**TASK GOAL**
Write the entries out again exactly; any picture among them gets left out.
(DATASET RECORDS Opens)
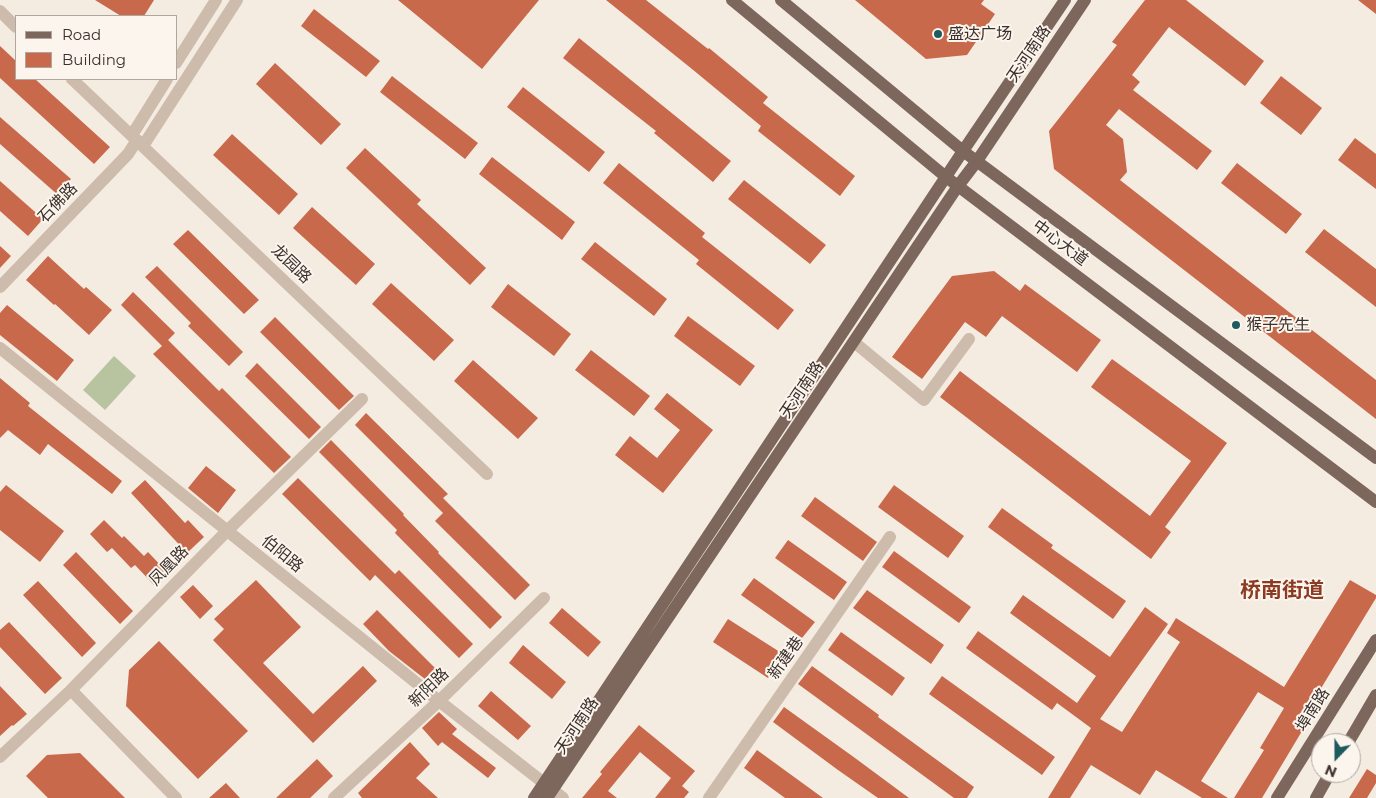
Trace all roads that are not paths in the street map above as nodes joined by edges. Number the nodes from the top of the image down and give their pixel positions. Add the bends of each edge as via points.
1 (216, 0) edge
2 (237, 0) edge
3 (732, 0) edge
4 (781, 0) edge
5 (1066, 0) edge
6 (1086, 0) edge
7 (0, 11) edge
8 (15, 26) edge
9 (178, 60) edge
10 (73, 80) edge
11 (167, 80) edge
12 (137, 140) junction
13 (963, 151) junction
14 (977, 161) junction
15 (946, 177) junction
16 (958, 186) junction
17 (0, 287) edge
18 (969, 340) dead end
19 (854, 342) junction
20 (0, 348) edge
21 (362, 399) dead end
22 (1376, 458) edge
23 (486, 474) dead end
24 (1376, 502) edge
25 (227, 531) junction
26 (890, 537) dead end
27 (544, 598) dead end
28 (1376, 640) edge
29 (71, 690) junction
30 (1376, 695) edge
31 (439, 701) junction
32 (1354, 733) edge
33 (0, 757) edge
34 (1324, 783) edge
35 (552, 792) edge
36 (176, 798) edge
37 (334, 798) edge
38 (534, 798) edge
39 (709, 798) edge
40 (1277, 798) edge
41 (1316, 798) edge

1 - 9 street
2 - 12 street, 石佛路
3 - 15 main road, 中心大道
4 - 13 main road, 中心大道
5 - 13 main road, 天河南路
6 - 14 main road, 天河南路
7 - 8 street
10 - 12 street, 龙园路
11 - 12 street, 石佛路
12 - 17 street, 石佛路 via 128,154
12 - 23 street, 龙园路
13 - 14 main road, 中心大道
13 - 15 main road, 天河南路
14 - 16 main road, 天河南路
14 - 22 main road, 中心大道
15 - 16 main road, 中心大道
15 - 35 main road, 天河南路
16 - 19 main road, 天河南路
16 - 24 main road, 中心大道
18 - 19 street via 924,400
19 - 35 main road, 天河南路
20 - 25 street, 伯阳路
21 - 25 street, 凤凰路
25 - 29 street, 凤凰路
25 - 31 street, 伯阳路
26 - 39 street, 新建巷
27 - 31 street, 新阳路
28 - 40 main road, 埠南路
29 - 33 street, 凤凰路
29 - 36 street
30 - 32 main road
31 - 35 street, 伯阳路
31 - 37 street, 新阳路
34 - 41 main road
35 - 38 main road, 天河南路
(DATASET RECORDS Closes)
**SOLVED PROBLEM**
Trace all roads that are not paths in the street map above as nodes joined by edges. Number the nodes from the top of the image down and give their pixel positions. Add the bends of each edge as via points.
1 (216, 0) edge
2 (237, 0) edge
3 (732, 0) edge
4 (781, 0) edge
5 (1066, 0) edge
6 (1086, 0) edge
7 (0, 11) edge
8 (15, 26) edge
9 (178, 60) edge
10 (73, 80) edge
11 (167, 80) edge
12 (137, 140) junction
13 (963, 151) junction
14 (977, 161) junction
15 (946, 177) junction
16 (958, 186) junction
17 (0, 287) edge
18 (969, 340) dead end
19 (854, 342) junction
20 (0, 348) edge
21 (362, 399) dead end
22 (1376, 458) edge
23 (486, 474) dead end
24 (1376, 502) edge
25 (227, 531) junction
26 (890, 537) dead end
27 (544, 598) dead end
28 (1376, 640) edge
29 (71, 690) junction
30 (1376, 695) edge
31 (439, 701) junction
32 (1354, 733) edge
33 (0, 757) edge
34 (1324, 783) edge
35 (552, 792) edge
36 (176, 798) edge
37 (334, 798) edge
38 (534, 798) edge
39 (709, 798) edge
40 (1277, 798) edge
41 (1316, 798) edge

1 - 9 street
2 - 12 street, 石佛路
3 - 15 main road, 中心大道
4 - 13 main road, 中心大道
5 - 13 main road, 天河南路
6 - 14 main road, 天河南路
7 - 8 street
10 - 12 street, 龙园路
11 - 12 street, 石佛路
12 - 17 street, 石佛路 via 128,154
12 - 23 street, 龙园路
13 - 14 main road, 中心大道
13 - 15 main road, 天河南路
14 - 16 main road, 天河南路
14 - 22 main road, 中心大道
15 - 16 main road, 中心大道
15 - 35 main road, 天河南路
16 - 19 main road, 天河南路
16 - 24 main road, 中心大道
18 - 19 street via 924,400
19 - 35 main road, 天河南路
20 - 25 street, 伯阳路
21 - 25 street, 凤凰路
25 - 29 street, 凤凰路
25 - 31 street, 伯阳路
26 - 39 street, 新建巷
27 - 31 street, 新阳路
28 - 40 main road, 埠南路
29 - 33 street, 凤凰路
29 - 36 street
30 - 32 main road
31 - 35 street, 伯阳路
31 - 37 street, 新阳路
34 - 41 main road
35 - 38 main road, 天河南路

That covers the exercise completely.